The Israeli novelist David Grossman has written a moving essay in the current New Yorker about Bruno Schulz, a writer, graphic artist, and literary critic whose work is unknown to me. Schulz was born just before the turn of the century in 1892 and spent his entire life in what is now Poland. A Nazi German officer killed him in 1942
Once he started writing, Grossman says he knew he would one day have to write about the Shoah. Schulz’s work opened the door for him and in the same way how to live after the Shoah. In his essay Grossman conveys the enormous respect and joy he has in reading Schulz’s work, a sentiment that makes it especially affecting to me.
Is there a writer whose work you greatly admire, a writer you enjoy reading regardless of what he or she writes about, a writer whose next work you can’t wait to be published? Bruno Schulz was just such a writer for David Grossman. About Schulz’s work he says,
“Sometimes there are such moments of grace: you open a book by an author you don’t know, and suddenly you feel yourself passing through a magnetic field that sends you in a new direction, setting off eddies that you’d barely sensed before and could not name. I read Schulz’s stories and felt the gush of life.”

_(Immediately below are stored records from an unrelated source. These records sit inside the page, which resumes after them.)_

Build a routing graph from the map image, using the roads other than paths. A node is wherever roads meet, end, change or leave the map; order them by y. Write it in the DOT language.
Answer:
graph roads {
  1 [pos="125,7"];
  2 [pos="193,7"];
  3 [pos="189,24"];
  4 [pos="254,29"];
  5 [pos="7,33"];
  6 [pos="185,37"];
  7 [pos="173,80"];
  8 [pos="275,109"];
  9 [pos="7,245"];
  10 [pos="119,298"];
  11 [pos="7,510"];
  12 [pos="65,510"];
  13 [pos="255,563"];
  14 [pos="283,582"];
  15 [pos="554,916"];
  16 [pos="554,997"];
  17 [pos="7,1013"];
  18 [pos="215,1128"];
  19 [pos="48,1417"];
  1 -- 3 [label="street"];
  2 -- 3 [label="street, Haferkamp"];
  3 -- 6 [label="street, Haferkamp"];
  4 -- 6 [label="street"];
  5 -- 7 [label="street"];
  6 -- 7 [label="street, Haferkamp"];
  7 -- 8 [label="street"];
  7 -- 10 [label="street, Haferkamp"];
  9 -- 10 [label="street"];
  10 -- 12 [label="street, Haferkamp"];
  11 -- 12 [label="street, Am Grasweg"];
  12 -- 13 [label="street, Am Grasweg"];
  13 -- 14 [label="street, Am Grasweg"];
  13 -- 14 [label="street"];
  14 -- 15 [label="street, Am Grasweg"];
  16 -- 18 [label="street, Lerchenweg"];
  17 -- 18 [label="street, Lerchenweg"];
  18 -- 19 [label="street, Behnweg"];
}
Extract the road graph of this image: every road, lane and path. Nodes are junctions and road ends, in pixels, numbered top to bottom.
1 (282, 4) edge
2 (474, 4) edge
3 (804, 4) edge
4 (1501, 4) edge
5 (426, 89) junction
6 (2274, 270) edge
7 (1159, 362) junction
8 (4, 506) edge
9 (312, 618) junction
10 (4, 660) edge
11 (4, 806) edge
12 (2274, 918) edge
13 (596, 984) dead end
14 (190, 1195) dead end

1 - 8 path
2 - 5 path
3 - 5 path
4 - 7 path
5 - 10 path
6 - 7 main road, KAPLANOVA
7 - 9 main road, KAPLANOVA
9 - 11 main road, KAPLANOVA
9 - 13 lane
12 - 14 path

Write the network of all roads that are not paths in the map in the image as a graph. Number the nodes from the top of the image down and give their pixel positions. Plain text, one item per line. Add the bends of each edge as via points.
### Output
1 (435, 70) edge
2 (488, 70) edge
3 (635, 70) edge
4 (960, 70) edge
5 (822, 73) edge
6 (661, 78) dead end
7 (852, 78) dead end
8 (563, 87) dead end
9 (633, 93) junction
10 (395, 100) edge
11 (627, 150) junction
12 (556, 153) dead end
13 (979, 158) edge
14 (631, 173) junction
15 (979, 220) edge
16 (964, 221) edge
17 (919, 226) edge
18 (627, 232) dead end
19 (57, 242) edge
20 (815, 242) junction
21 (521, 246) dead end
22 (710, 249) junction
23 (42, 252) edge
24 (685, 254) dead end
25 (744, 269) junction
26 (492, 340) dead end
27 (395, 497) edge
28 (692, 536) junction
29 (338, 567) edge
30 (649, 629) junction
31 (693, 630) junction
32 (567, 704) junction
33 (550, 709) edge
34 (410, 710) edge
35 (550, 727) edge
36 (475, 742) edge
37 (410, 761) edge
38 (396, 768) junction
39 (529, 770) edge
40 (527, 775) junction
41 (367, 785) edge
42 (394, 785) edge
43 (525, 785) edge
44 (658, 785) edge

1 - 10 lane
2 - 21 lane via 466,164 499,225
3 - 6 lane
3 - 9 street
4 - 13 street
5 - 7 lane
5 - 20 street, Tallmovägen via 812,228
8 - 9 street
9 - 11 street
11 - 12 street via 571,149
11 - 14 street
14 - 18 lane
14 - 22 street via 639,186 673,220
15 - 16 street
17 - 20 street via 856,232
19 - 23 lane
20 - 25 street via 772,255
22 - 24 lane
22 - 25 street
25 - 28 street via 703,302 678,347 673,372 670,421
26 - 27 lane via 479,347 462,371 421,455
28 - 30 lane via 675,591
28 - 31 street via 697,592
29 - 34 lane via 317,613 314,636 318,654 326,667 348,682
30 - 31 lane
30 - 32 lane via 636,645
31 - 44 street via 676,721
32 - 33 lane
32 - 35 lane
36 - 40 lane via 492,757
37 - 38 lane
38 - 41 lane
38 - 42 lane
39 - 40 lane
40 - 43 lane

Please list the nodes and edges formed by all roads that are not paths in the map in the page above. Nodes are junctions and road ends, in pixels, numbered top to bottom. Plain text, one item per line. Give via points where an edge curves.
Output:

Later Grossman expands on what Schulz means to him. “Reading his works made me realize that, in our day-to-day routines, we feel our lives most when they are running out: as we age, as we lose our physical abilities, our health, and, of course, family members and friends who are important to us. Then we pause for a moment, sink into ourselves, and feel: here was something, and now it is gone. It will not return. And it may be that we understand it, truly and deeply, only when it is lost. But when we read Schulz, page-by-page, we sense the words returning to their source, to the strongest and most authentic pulse of the life within them. Suddenly we want more. Suddenly we know that it is possible to want more, that life is greater than what grows dim with us and steadily fades away.”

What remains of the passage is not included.